Sunday, March 23, 2014

The Future of Higher Education

We were asked this week in my Higher Education in the Digital Age class to consider the question "What will the university of the future look like?" and to address the role technology will play in changing the relationship between producers and consumers in higher education.  We shouldn’t limit ourselves to just considering what future universities will look like, however, as if we are only passive observers who are not part of the very society and the very historical processes that will determine what they are to become.

I've become a huge fan of Cathy Davidson since first being exposed to her work in the readings for our class. In a blog post only a few days back, Dr. Davidson asks the question, What If the Goal of Higher Education Was to Make World Changers? The title of a blog from the University of Texas's History program, "Designing History's Future", conveys the same idea, and as the post titled Duke21C’s Field Notes illustrates, there is a sharing of ideas going on between Texas and North Carolina. We should not consider the question of what future universities will become without simulateously considering what they should become, and what role we can and should play in making them become what we want them to be.

Our readings and viewings this past week made it amply clear that big changes are already underway in higher education, but these changes are often contradictory and their futher development could lead to very different futures.  Frontline's, "College, Inc", showed us a world of rapidly growing for profit colleges backed by powerful Wall Street lobbyists able to setup rules that enable them to get rich on Federally backed student loans and avoid the consequences when the poor and working class recipients of these loans are unable to pay them back. Continued hegemony by the neoliberal ideology behind this explosive growth in for profit schools will in short order lay waste to the very society on which it insatiably feeds (in the words of the late environmentalist Edward Abbey, "Growth for the sake of growth is the ideology of the cancer cell").

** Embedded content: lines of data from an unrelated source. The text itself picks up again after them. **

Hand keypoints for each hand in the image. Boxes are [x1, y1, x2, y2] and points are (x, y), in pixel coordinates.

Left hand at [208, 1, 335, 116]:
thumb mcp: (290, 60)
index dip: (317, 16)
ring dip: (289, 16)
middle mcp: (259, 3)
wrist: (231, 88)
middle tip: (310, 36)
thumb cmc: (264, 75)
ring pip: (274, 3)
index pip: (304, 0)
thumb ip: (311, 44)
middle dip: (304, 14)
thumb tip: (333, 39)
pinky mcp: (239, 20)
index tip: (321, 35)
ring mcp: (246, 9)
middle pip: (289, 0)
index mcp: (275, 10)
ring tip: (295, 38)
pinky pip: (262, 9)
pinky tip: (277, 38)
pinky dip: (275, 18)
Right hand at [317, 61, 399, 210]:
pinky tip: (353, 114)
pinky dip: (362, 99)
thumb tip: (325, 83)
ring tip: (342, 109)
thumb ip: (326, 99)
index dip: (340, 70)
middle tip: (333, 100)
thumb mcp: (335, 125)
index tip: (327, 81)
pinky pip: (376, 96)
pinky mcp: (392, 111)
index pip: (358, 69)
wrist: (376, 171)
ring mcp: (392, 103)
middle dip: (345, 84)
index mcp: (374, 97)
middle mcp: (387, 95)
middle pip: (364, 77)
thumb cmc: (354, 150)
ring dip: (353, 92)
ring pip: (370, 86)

Steven Johnson's TED Talk, Where Do Good Ideas Come From?, points us toward a very different and hopeful future. "An idea is a network", he says, and to create an optimal environment for good ideas we need to spend time "connecting" rather than "protecting" them. He ends with the statement, "chance favors the connected mind." This was definitely my favorite assigned "reading" of the week, and one I will think about and re-watch again and again.

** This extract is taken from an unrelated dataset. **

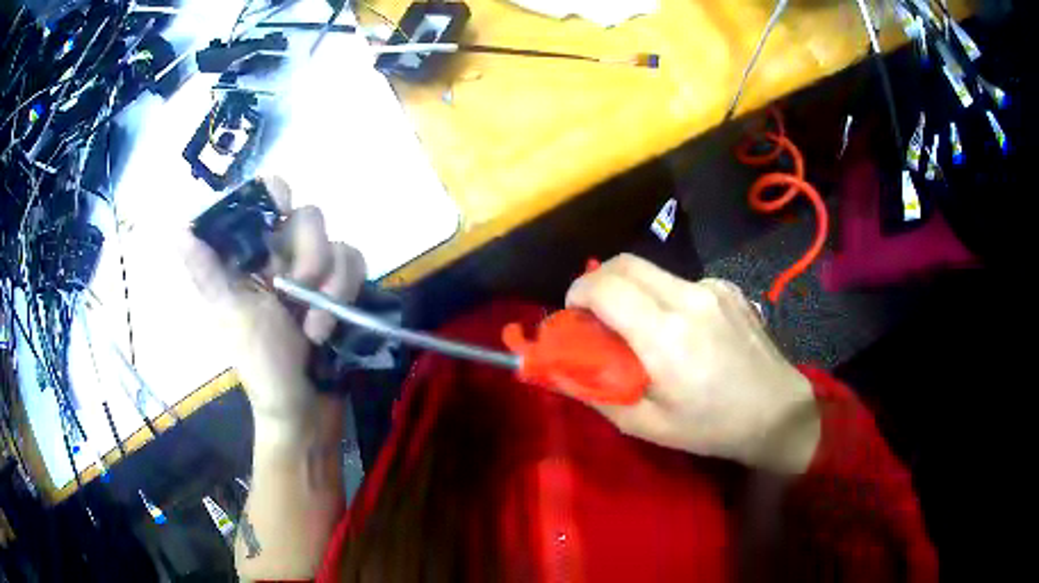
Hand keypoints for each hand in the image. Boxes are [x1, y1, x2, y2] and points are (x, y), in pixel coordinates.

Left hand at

Returning to the work of Cathy Davidson, I've continued reading a chapter a week of Field Notes for 21st Century Literacies, the collaborative, creative commons licensed "text book" she and a class of graduate students put together during a semester course at Duke called 21st Century Literacies: Digital Knowledge, Digital Humanities. The book closely parallels the topics we are studying in class (coincidence?  I think not, but rather the clear result of connected thinking ;-)  It is a throughly enjoyable read.  I'm inspired by the way it effectively puts into practice the approach that Steven Johnson is talking about, and points us toward a future in which we can work together to solve the deep challenges that confront us.